Он до конца жизни поминал это и сохранил к отцу самую нежную благодарность, которую он часто высказывал ему и еще чаще нам, его детям и моей матери, боясь быть неприятным отцу слишком частым повторением своих чувств.
Трудно сказать, насколько мой отец был причиной того нравственного переворота, который произошел в душе Ге. Я была слишком молода во время их первого знакомства, чтобы тогда быть в состоянии составить себе об этом ясное представление. Но теперь мне кажется, что пути, по которым шла душевная работа Ге и моего отца, вначале шли независимо друг от друга, но в одинаковом направлении. Оба они были художники, за обоими были в прошлом крупные художественные произведения, сделавшие их славу как художников, и оба они, пресытившись славой, увидали, что она не может дать смысла жизни и счастья. Мой отец провел несколько лет в мучительных исканиях и сомнениях. Насколько я знаю, то же было и с Ге. Несколько лет его жизни прошло, в которые он не написал ни одной картины. Он жил у себя в Малороссии и тосковал без дела и без цели в жизни.
Он был на перепутье, и как только он увидал по статьям отца, что отец переживает ту же душевную работу, которая и в нем происходила, он узнал себя и с радостью и восторгом бросился к отцу, в надежде, что он поможет ему выбраться из той темноты, в которой он пребывал в победнее время. Это так и случилось. И хотя изредка нападало на него чувство раздражения и одиночества среди людей, не разделяющих его взглядов, он тем не менее всегда умел себя побороть и стал опять спокойным и радостным". (*)
(* Т. Л. Сухотина. "Гости Ясной Поляны". В. Е. 1904, No 11. *)
В том же 1882 году Л. Н-ча посетил Николай Константинович Михайловский, который так рассказывает сам в своих воспоминаниях о знакомстве со Л. Н-чем.
"В 1881 г. гр. Толстой сделал новую честь "Отечественным запискам", еще раз предложив свое сотрудничество. У меня нет письма графа, в котором он делал нам это лестное предложение; но вот что в своем обыкновенном, шутливо-ворчливом тоне писал по этому поводу Салтыков Елисееву, бывшему тогда за границей:
"Я получил от Льва Толстого диковинное письмо. Пишет, что он до сих пор пренебрегал чтением русской литературы и вдруг, дескать, открыл целую новую литературу, превосходную и искреннюю, в "Отечественных записках". И это так его поразило, что он отныне намерен писать и печатать в "Отечественных записках". Я, разумеется, ответил, что очень счастлив, и журнал счастлив, и сотрудники счастливы, что будем ждать с нетерпением, а условия предоставляем определить ему самому. Но покуда еще ответа от него нет".

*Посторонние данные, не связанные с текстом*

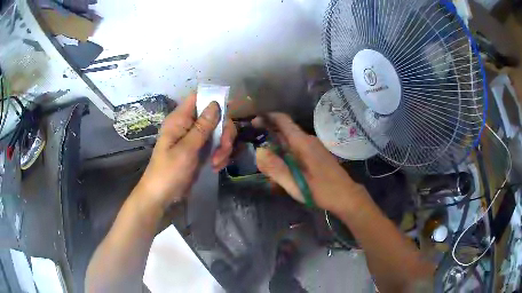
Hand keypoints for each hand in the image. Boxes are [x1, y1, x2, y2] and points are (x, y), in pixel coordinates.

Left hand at [134, 93, 236, 208]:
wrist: (163, 197)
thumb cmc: (169, 172)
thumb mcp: (186, 150)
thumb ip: (201, 127)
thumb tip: (215, 103)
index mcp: (179, 120)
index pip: (197, 98)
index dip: (213, 100)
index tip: (227, 112)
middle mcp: (188, 125)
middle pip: (214, 116)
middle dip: (223, 132)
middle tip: (224, 148)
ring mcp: (195, 139)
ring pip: (218, 132)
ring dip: (223, 147)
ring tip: (217, 163)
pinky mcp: (200, 151)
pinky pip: (216, 146)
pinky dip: (220, 155)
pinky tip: (216, 167)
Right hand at [254, 113, 369, 215]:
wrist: (346, 196)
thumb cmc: (322, 190)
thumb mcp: (296, 183)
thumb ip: (276, 168)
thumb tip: (259, 152)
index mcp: (303, 143)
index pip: (283, 121)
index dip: (267, 118)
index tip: (253, 122)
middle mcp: (308, 141)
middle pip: (285, 132)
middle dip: (269, 138)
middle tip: (256, 150)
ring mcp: (313, 148)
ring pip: (290, 144)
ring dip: (277, 151)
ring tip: (268, 167)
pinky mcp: (316, 156)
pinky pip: (297, 152)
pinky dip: (286, 158)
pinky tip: (283, 172)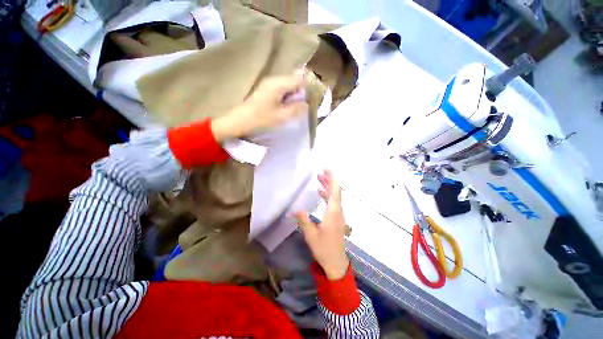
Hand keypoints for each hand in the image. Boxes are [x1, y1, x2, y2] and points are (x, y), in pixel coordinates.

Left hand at [211, 71, 307, 141]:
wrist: (240, 120)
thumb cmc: (261, 119)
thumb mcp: (281, 116)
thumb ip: (296, 109)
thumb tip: (307, 104)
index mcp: (278, 84)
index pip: (299, 80)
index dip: (308, 88)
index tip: (312, 99)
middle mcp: (274, 79)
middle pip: (294, 80)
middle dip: (301, 92)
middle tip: (304, 105)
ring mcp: (269, 83)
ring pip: (288, 85)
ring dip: (294, 95)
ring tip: (296, 107)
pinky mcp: (266, 89)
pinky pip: (282, 89)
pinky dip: (287, 96)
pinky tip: (287, 106)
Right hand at [296, 170, 349, 279]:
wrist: (336, 262)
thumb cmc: (324, 249)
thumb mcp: (311, 235)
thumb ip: (304, 221)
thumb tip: (295, 210)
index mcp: (333, 213)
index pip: (335, 192)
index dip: (332, 179)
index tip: (327, 169)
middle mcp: (337, 211)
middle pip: (335, 192)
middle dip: (329, 180)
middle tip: (320, 172)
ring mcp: (338, 215)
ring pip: (334, 197)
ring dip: (328, 187)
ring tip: (319, 178)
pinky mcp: (336, 218)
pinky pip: (333, 203)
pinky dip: (327, 195)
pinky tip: (320, 193)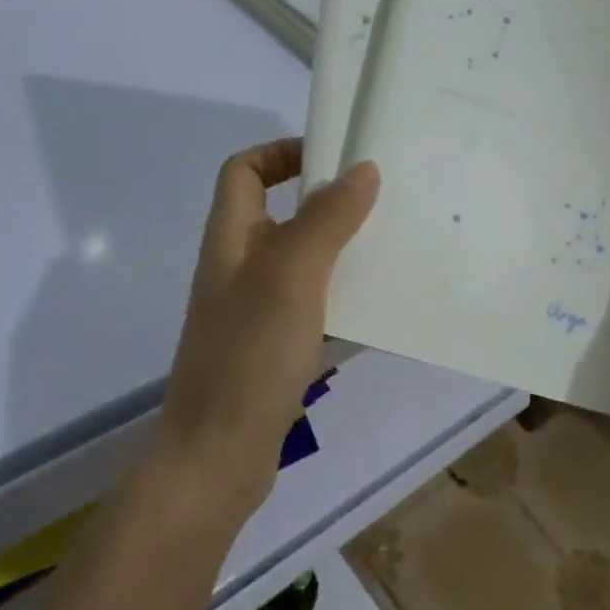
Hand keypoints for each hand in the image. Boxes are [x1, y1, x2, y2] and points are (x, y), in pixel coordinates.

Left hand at [155, 138, 379, 514]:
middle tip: (382, 201)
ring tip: (391, 247)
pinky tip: (380, 308)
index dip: (282, 153)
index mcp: (231, 238)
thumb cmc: (250, 353)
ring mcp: (254, 310)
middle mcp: (239, 267)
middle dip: (327, 200)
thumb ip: (327, 218)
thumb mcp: (293, 274)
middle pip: (279, 213)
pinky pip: (312, 305)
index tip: (335, 159)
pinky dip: (342, 297)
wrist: (218, 457)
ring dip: (340, 249)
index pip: (245, 171)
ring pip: (301, 260)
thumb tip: (362, 168)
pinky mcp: (273, 347)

Л. Н-ч описывает далее посещение одного великосветского салона и продолжает так:
"Вернувшись домой в этот день, я лег спать не только с предчувствием, что из моей мысли ничего не выйдет, но со стыдом и сознанием того, что целый этот день я делал что-то очень гадкое и стыдное. Но я не оставил этого дела. Во-первых, дело было начато, и ложный стыд помешал бы мне отказаться от него; во-вторых, не только успех этого дела, но самое занятие им давало мне возможность продолжать жизнь в тех условиях, в которых я жил; неуспех же подвергал меня необходимости отречения от своей жизни и искания новых путей жизни. А этого я боялся бессознательно. И я не поверил внутреннему голосу и продолжал начатое.
Отдав в печать свою статью, я прочел ее в корректуре в думе. Я прочел ее, краснея до слез и запинаясь: так мне было неловко. Так же неловко было, я видел, и всем слушателям. На вопрос мой, по окончании чтения, о том, принимают ли руководители переписи мое предложение оставаться на своих местах для того, чтобы быть посредниками между обществом и нуждающимися, произошло неловкое молчание. Потом два оратора сказали речи. Речи эти как бы поправили неловкость моего предложения: выражено было мне сочувствие, но указано было на неприложимость моей всеми одобряемой мысли. Всем стало легче. Но когда я потом, все-таки желая добиться своего, спрашивал у руководителей порознь, согласны ли они при переписи исследовать нужды бедных и оставаться на своих местах, чтобы служить посредниками между бедными и богатыми, им всем опять стало неловко. Как будто они взглядами говорили мне: ведь вот смазали из уважения к тебе твою глупость, а ты опять лезешь с нею? Такое было выражение их лиц, но на словах они сказали мне, что согласны, и двое из них, каждый порознь, как будто сговорились, одними и теми же словами сказали: "Мы считаем себя нравственно обязанными это сделать". То же самое впечатление произвело мое сообщение и на студентов-счетчиков, когда я им говорил о том, что мы во время переписи, кроме целей переписи, будем преследовать и цель благотворительности. Когда мы говорили про это, я замечал, что им совестно смотреть мне в глаза, как совестно смотреть в глаза доброму человеку, говорящему глупости. Такое же впечатление произвела моя статья на редактора газеты, когда я отдал ему статью, на моего сына, на мою жену, на самых разнообразных людей. Всем почему-то становилось неловко, но все считали необходимым одобрить самую мысль, и все тотчас после этого одобрения начинали высказывать свои сомнения в успехе и начинали почему-то (но все без исключения) осуждать равнодушие и холодность нашего общества и всех людей, очевидно, кроме себя.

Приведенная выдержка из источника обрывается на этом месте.